Among the entries below, find each line holding "view" and return it.

*** Exercise input

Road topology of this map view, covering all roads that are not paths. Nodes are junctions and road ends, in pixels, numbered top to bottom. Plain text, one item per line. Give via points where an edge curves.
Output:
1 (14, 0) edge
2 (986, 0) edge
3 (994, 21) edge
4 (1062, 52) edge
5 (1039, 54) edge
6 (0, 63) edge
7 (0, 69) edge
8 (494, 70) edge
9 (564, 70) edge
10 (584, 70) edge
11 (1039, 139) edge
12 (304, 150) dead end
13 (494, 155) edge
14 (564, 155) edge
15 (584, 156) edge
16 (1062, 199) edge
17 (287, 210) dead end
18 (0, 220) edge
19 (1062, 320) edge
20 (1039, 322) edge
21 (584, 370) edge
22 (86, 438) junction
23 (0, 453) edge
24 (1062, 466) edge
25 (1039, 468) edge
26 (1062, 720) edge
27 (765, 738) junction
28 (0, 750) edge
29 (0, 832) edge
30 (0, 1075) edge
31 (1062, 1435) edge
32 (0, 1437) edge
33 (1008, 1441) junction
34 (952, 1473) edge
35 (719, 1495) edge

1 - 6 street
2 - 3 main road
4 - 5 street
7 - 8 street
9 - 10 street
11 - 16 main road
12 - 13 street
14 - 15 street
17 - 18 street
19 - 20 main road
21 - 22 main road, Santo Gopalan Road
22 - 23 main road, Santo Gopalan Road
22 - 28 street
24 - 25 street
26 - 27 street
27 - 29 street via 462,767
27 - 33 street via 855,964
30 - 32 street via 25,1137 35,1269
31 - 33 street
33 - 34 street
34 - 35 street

******
*** Exercise input

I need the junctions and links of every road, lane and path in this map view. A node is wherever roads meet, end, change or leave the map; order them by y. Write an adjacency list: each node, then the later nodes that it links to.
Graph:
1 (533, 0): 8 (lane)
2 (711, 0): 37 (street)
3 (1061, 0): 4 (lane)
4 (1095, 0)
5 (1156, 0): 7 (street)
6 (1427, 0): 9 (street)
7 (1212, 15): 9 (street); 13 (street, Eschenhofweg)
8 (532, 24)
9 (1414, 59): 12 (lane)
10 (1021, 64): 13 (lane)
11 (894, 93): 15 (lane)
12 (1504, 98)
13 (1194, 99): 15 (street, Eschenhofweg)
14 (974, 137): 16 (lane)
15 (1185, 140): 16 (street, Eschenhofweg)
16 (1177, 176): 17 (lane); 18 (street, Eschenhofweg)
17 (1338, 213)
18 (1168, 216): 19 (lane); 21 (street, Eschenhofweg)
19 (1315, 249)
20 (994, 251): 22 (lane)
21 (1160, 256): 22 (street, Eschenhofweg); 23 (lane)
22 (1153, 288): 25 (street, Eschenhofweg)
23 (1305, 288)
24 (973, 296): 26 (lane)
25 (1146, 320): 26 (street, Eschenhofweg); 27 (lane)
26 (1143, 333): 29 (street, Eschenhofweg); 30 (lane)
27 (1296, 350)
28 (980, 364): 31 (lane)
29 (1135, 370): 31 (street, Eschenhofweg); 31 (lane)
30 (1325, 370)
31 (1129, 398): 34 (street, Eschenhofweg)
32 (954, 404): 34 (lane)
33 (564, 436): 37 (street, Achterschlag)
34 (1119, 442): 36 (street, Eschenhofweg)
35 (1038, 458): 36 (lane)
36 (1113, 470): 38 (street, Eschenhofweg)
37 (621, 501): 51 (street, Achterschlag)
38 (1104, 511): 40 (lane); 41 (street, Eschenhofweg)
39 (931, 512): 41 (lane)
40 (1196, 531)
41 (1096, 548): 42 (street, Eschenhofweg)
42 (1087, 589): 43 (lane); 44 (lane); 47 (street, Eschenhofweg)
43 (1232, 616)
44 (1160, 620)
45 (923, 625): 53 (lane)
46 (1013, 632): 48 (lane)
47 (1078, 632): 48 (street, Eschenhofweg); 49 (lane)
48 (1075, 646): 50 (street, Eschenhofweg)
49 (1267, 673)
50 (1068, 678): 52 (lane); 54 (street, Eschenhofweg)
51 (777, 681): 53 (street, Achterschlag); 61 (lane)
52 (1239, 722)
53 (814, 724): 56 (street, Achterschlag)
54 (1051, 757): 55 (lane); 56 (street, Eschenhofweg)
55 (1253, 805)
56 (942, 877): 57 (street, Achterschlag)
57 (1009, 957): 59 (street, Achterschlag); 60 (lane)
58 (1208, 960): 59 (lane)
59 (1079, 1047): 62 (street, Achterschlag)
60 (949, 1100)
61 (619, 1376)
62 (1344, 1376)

******
*** Exercise input

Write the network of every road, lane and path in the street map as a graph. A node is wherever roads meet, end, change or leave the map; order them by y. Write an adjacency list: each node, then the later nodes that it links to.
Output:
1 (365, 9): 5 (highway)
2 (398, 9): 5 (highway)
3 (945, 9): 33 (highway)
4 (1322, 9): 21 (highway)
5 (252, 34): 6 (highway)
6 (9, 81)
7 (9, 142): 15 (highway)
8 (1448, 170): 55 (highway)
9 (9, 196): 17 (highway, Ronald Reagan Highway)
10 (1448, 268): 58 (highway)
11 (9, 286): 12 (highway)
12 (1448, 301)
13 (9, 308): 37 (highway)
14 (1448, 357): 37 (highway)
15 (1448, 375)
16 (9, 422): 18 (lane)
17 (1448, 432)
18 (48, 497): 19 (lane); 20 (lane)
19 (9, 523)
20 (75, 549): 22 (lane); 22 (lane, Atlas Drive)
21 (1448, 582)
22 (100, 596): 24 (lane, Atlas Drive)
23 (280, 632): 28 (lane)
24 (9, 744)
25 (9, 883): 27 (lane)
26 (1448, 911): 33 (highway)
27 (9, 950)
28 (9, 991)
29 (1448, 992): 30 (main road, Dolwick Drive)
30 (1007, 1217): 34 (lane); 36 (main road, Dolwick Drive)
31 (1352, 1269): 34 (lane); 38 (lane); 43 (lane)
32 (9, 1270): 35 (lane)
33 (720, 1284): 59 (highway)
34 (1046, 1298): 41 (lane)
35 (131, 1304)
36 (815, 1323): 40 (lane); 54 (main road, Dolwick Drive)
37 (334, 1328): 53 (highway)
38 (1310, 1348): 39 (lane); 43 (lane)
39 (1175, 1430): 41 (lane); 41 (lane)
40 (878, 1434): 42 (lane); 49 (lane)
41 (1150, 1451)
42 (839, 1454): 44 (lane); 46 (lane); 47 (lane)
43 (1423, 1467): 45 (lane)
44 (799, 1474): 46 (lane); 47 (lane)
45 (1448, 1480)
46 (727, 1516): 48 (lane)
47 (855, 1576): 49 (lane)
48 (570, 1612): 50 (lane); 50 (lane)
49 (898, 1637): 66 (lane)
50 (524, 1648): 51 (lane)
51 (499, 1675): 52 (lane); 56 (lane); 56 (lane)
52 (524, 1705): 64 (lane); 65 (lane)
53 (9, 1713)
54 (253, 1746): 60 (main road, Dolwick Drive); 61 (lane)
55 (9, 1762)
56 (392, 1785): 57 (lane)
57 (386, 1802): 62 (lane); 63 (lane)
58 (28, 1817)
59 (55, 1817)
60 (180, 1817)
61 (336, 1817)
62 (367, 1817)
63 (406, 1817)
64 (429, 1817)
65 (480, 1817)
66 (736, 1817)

******

Solution to this exercise ->
Road topology of this map view, covering all roads that are not paths. Nodes are junctions and road ends, in pixels, numbered top to bottom. Plain text, one item per line. Give via points where an edge curves.
I need the junctions and links of every road, lane and path in this map view. A node is wherever roads meet, end, change or leave the map; order them by y. Write an adjacency list: each node, then the later nodes that it links to.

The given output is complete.